巻29第40話 蛇見僧昼寝𨳯呑受媱死語 第四十

今昔、若き僧の有けるが、止事無き僧の許に宮仕しける有けり。妻子など具したる僧也けり。

其れが、主の共に三井寺に行たりけるに、夏比、昼間に眠(ねぶ)たかりければ、広き房にて有ければ、人離たる所に寄て、長押を枕にして寝にけり。

吉く寝たりけるに、夢に、美き女の若きが傍に来たると、臥して、吉々く婚(とつぎ)て媱を行ひつ、と見て、急(き)と驚き覚たるに、傍を見れば、五尺許の蛇有り。愕て、かさと起て見れば、蛇、死て口を開て有り。

奇異(あさまし)く恐しくて、我が前を見れば、媱を行ひて湿(ぬれ)たり。「然は、我は寝たりつるに、美き女と婚と見つるは、此の蛇と婚けるか」と思ふに、物も思えず恐しくて、蛇の開たる口を見れば、婬、口に有て吐出したる。

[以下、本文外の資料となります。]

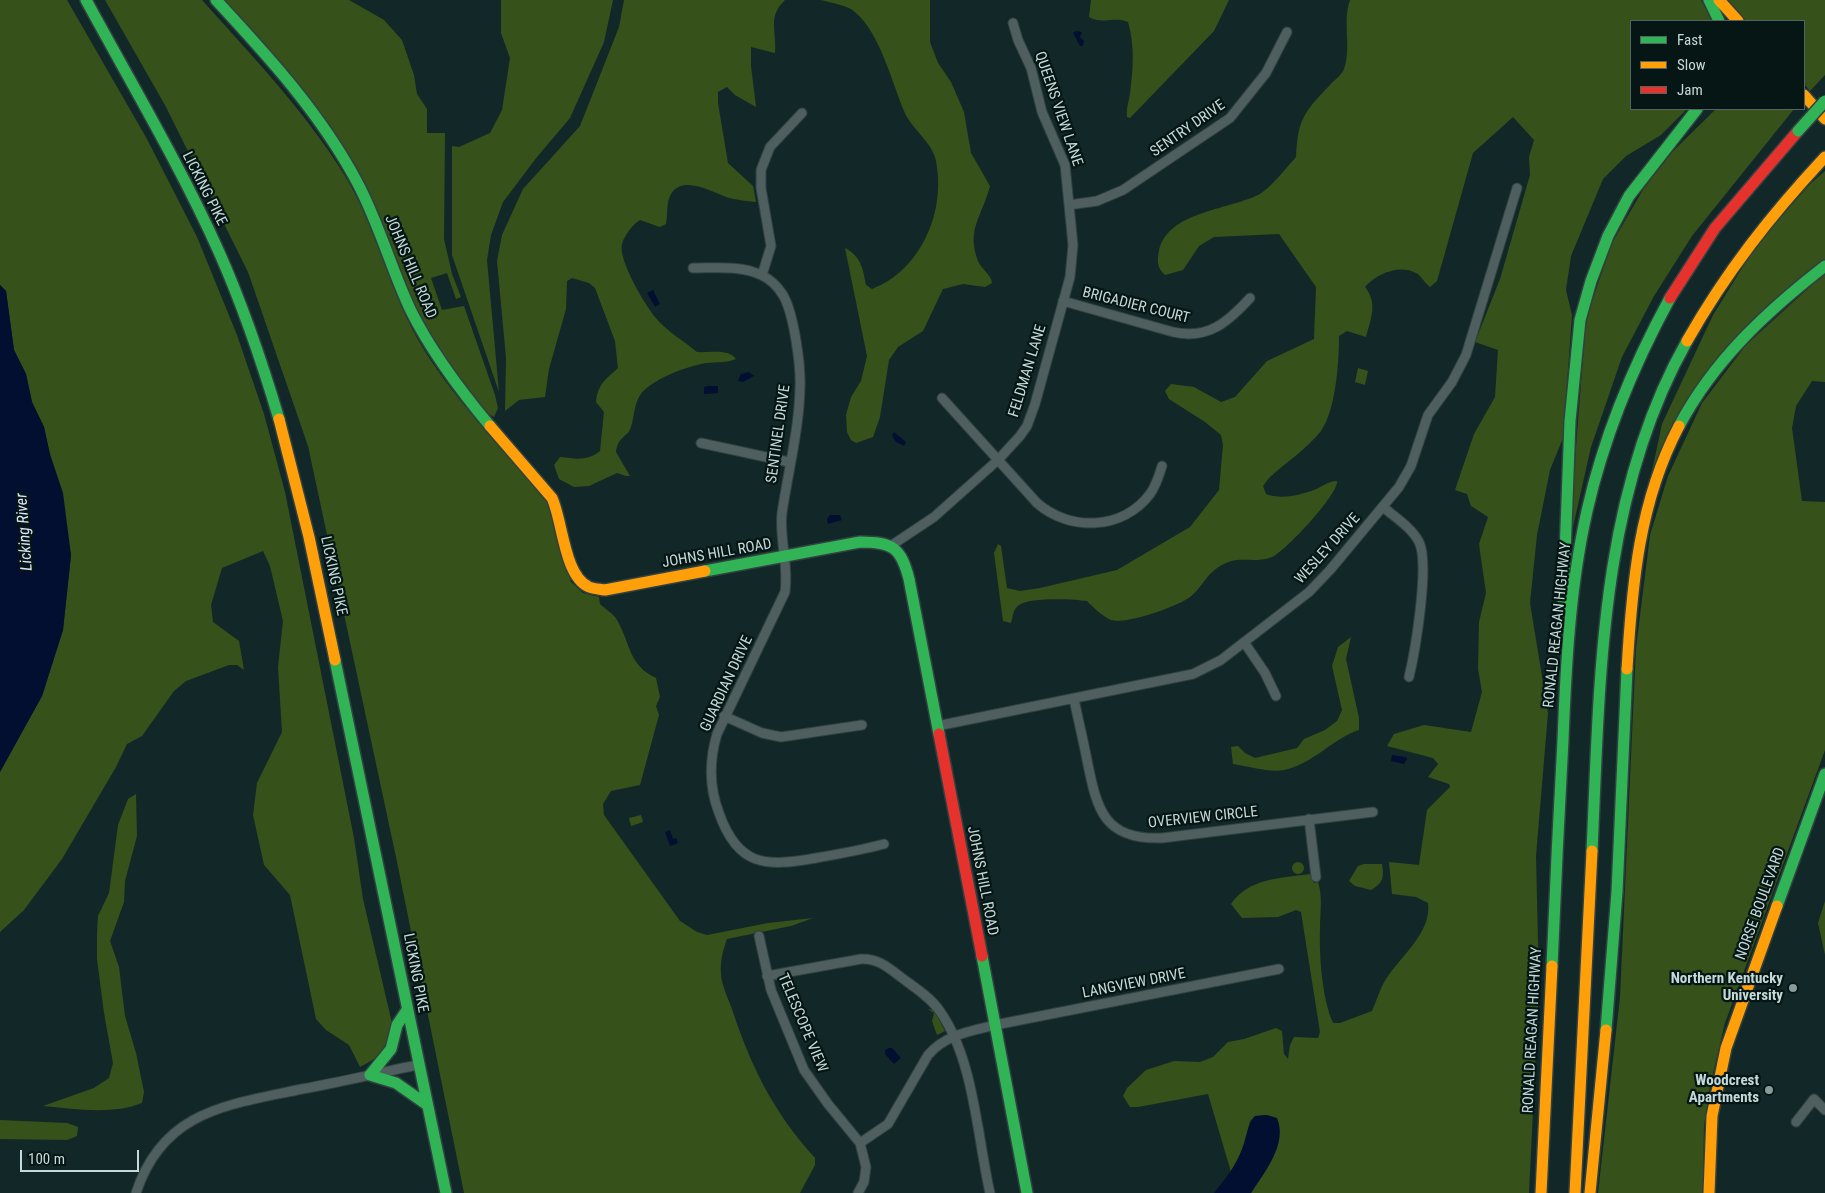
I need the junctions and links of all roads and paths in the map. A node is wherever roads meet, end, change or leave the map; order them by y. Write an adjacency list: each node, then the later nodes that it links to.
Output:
1 (86, 0): 48 (main road, LICKING PIKE)
2 (216, 0): 31 (main road, JOHNS HILL ROAD)
3 (1709, 0): 5 (main road)
4 (1719, 0): 6 (main road)
5 (1719, 20)
6 (1737, 20)
7 (1013, 23): 18 (street, QUEENS VIEW LANE)
8 (1287, 32): 18 (street, SENTRY DRIVE)
9 (1805, 96): 14 (main road)
10 (1825, 101): 33 (main road, RONALD REAGAN HIGHWAY, bridge)
11 (1696, 110): 15 (main road)
12 (1707, 110): 15 (main road)
13 (802, 113): 21 (street)
14 (1825, 119)
15 (1676, 135): 33 (main road)
16 (1825, 158): 63 (main road)
17 (1517, 188): 29 (street, WESLEY DRIVE)
18 (1069, 205): 23 (street, FELDMAN LANE)
19 (1825, 266): 64 (main road)
20 (693, 268): 21 (street, SENTINEL DRIVE)
21 (762, 275): 27 (street, SENTINEL DRIVE)
22 (1250, 298): 23 (street, BRIGADIER COURT)
23 (1063, 301): 26 (street, FELDMAN LANE)
24 (942, 398): 26 (street)
25 (701, 443): 27 (street)
26 (998, 460): 28 (street); 30 (street, FELDMAN LANE)
27 (790, 462): 31 (street, SENTINEL DRIVE)
28 (1162, 466)
29 (1383, 507): 32 (street, WESLEY DRIVE); 34 (street)
30 (892, 545): 31 (main road, JOHNS HILL ROAD); 39 (main road, JOHNS HILL ROAD)
31 (786, 558): 37 (street, GUARDIAN DRIVE)
32 (1244, 642): 35 (street); 36 (street, WESLEY DRIVE)
33 (1566, 666): 62 (main road, RONALD REAGAN HIGHWAY)
34 (1409, 677)
35 (1276, 696)
36 (1074, 699): 39 (street, WESLEY DRIVE); 42 (street, OVERVIEW CIRCLE)
37 (724, 716): 38 (street); 43 (street, GUARDIAN DRIVE)
38 (862, 725)
39 (937, 726): 49 (main road, JOHNS HILL ROAD)
40 (1825, 774): 65 (main road, NORSE BOULEVARD)
41 (1373, 812): 42 (street, OVERVIEW CIRCLE)
42 (1308, 819): 44 (street)
43 (884, 844)
44 (1316, 877)
45 (759, 936): 47 (street, TELESCOPE VIEW)
46 (1279, 969): 49 (street, LANGVIEW DRIVE)
47 (767, 976): 50 (street); 56 (street, TELESCOPE VIEW)
48 (406, 1010): 51 (main road, LICKING PIKE); 52 (main road)
49 (994, 1025): 50 (street, LANGVIEW DRIVE); 61 (main road, JOHNS HILL ROAD)
50 (953, 1036): 56 (street); 60 (street)
51 (417, 1065): 52 (street); 53 (main road, LICKING PIKE)
52 (370, 1075): 53 (main road); 57 (street)
53 (426, 1104): 58 (main road, LICKING PIKE)
54 (1825, 1110): 55 (street)
55 (1796, 1122)
56 (860, 1143): 59 (street, TELESCOPE VIEW)
57 (136, 1193)
58 (446, 1193)
59 (858, 1193)
60 (990, 1193)
61 (1027, 1193)
62 (1541, 1193)
63 (1574, 1193)
64 (1590, 1193)
65 (1709, 1193)

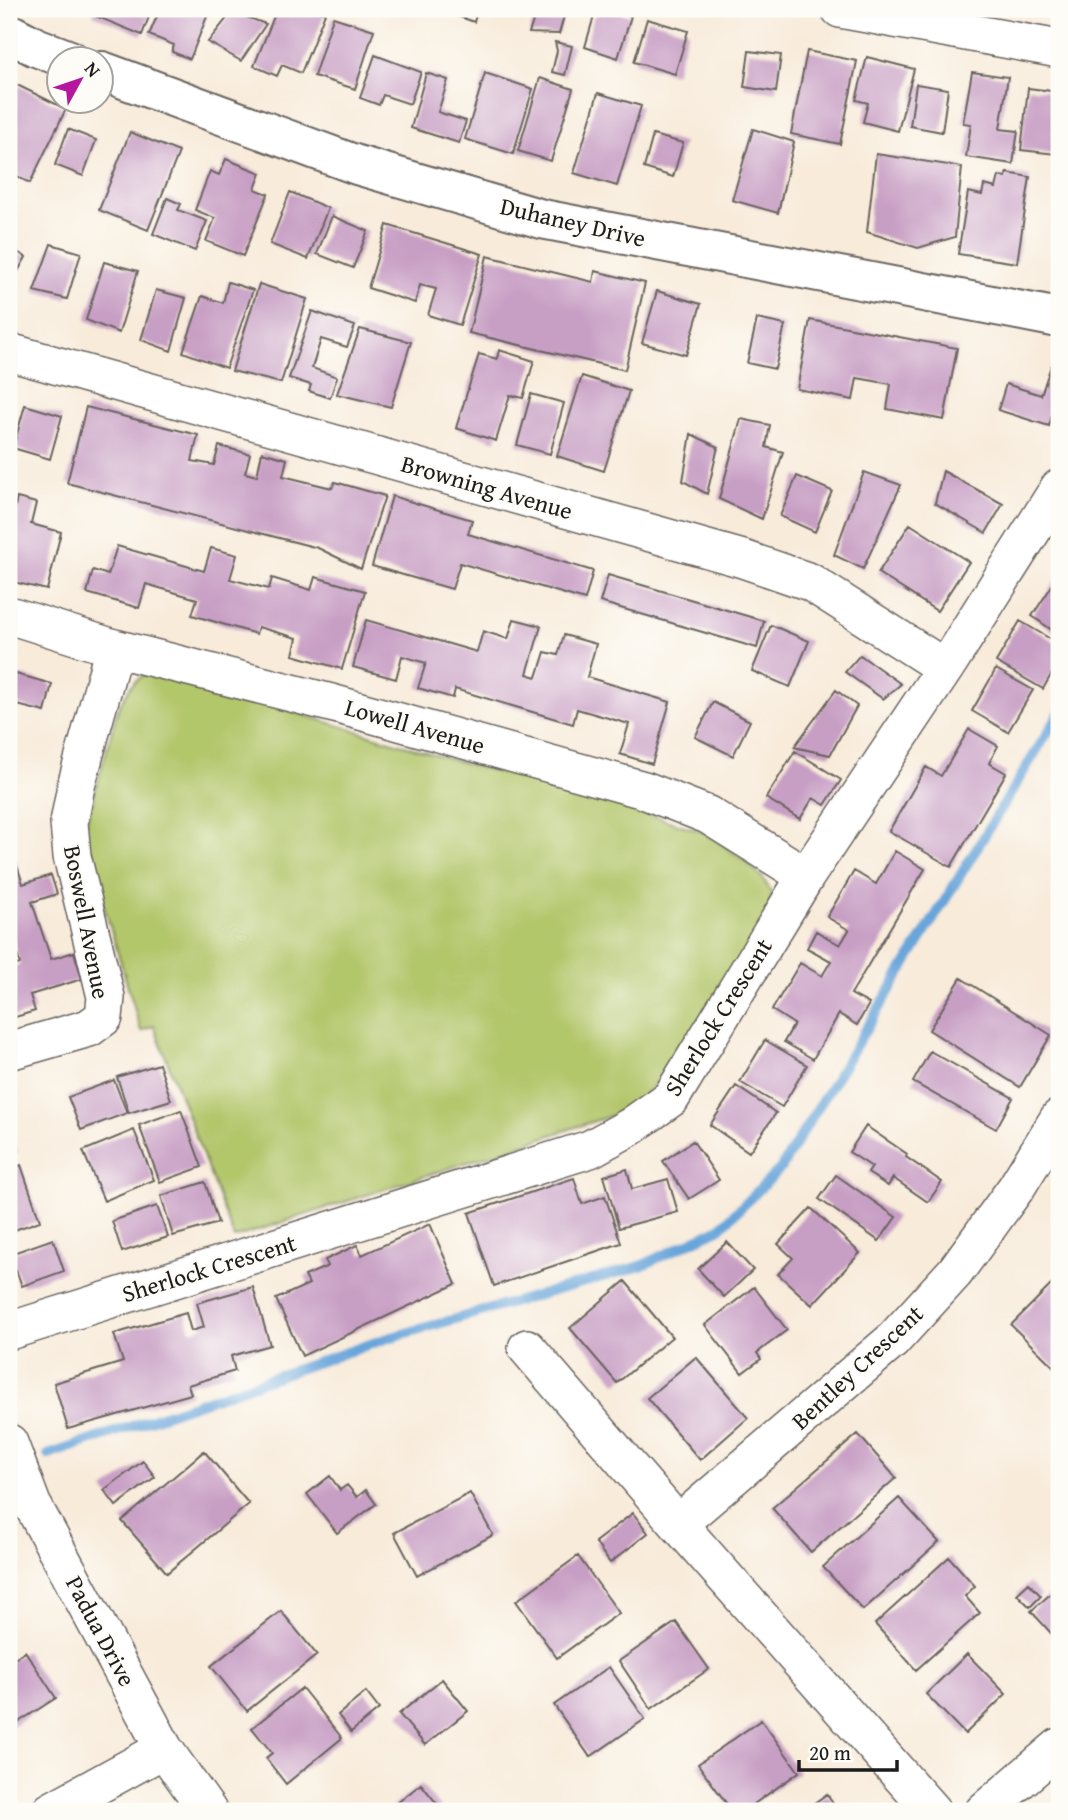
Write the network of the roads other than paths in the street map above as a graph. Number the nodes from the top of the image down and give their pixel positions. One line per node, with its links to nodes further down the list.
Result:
1 (840, 9): 2 (street)
2 (878, 13): 4 (street)
3 (9, 33): 5 (street)
4 (1059, 49)
5 (46, 51)
6 (116, 76): 7 (street, Duhaney Drive)
7 (1059, 318)
8 (9, 352): 12 (street, Browning Avenue)
9 (1059, 488): 12 (street, Sherlock Crescent)
10 (9, 615): 11 (street, Lowell Avenue)
11 (114, 648): 13 (street, Lowell Avenue); 14 (street, Boswell Avenue)
12 (945, 668): 13 (street, Sherlock Crescent)
13 (806, 876): 16 (street, Sherlock Crescent)
14 (9, 1051)
15 (1059, 1118): 19 (street, Bentley Crescent)
16 (9, 1331)
17 (527, 1348): 19 (street)
18 (9, 1443): 21 (street, Padua Drive)
19 (678, 1524): 24 (street)
20 (1059, 1747): 25 (street)
21 (164, 1749): 22 (street); 23 (street, Padua Drive)
22 (51, 1811)
23 (208, 1811)
24 (932, 1811)
25 (984, 1811)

此れを見るに、「早う、我が吉く寝入にける間、𨳯1)の発たりけるを、蛇の見て、寄て呑けるが、女を嫁(とつぐ)とは思えける也けり。婬を行ひつる時に、蛇の否堪へで死にける也けり」と心得るに、奇異く恐しくて、其(そこ)を去て、隠にて𨳯2)を吉々く洗て、「此の事、人にや語らまし」と思けれども、「由無き事、人に語て聞えなば、『蛇に嫁たりける僧也』ともぞ云はるる」と思ければ、語らざりけるに、尚此の事奇異く思えければ、遂に吉く親かりける僧に語けるに、聞く僧も極じく恐けり。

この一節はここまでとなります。